(Images with localized body landmarks)
= = = = =

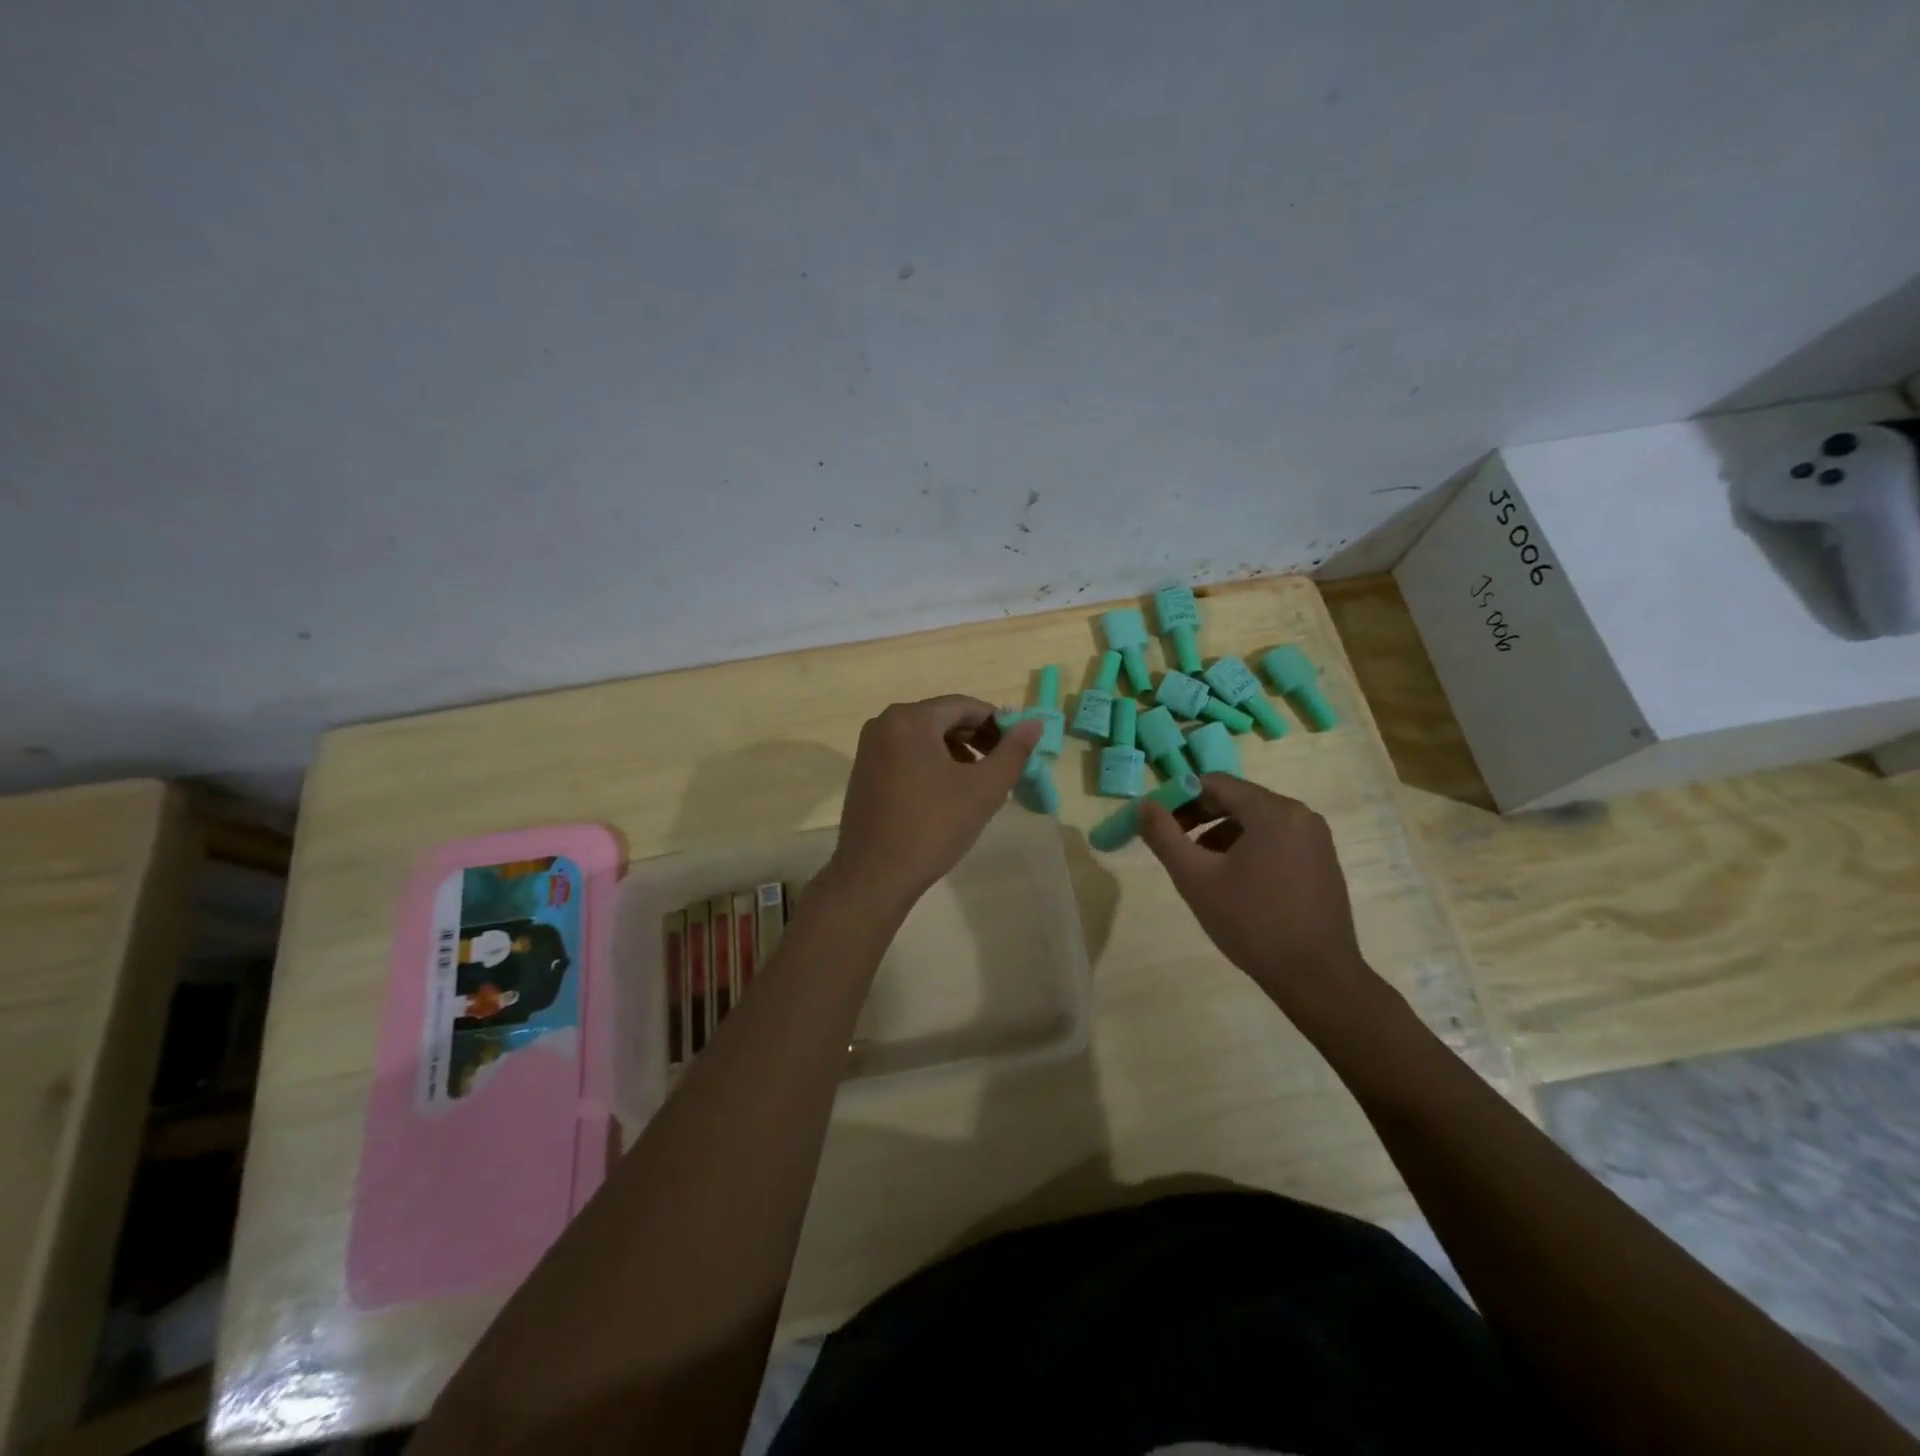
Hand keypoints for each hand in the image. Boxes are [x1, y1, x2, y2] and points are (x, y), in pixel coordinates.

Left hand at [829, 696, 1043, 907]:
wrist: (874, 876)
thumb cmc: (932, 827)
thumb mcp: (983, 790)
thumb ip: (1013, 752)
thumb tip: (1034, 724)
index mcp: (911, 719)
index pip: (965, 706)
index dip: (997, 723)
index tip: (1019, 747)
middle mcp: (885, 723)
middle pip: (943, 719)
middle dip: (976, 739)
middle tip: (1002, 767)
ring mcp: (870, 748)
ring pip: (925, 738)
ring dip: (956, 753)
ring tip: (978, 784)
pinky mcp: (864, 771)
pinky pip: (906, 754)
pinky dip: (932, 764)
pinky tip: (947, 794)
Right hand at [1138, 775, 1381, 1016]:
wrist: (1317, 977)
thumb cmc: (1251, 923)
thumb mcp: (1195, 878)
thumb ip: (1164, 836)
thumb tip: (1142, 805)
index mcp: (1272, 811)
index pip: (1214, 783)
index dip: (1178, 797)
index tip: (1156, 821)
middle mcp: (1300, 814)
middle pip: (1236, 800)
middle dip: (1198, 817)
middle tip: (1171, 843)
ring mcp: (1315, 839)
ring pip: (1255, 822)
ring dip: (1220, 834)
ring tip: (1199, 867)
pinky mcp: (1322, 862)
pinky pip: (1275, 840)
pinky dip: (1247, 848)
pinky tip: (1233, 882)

= = = = =

* _WORK REQUEST_
Scan the entries for lines with the string "thumb". Report only how many there are.

* _COMPLETED EXERCISE_
8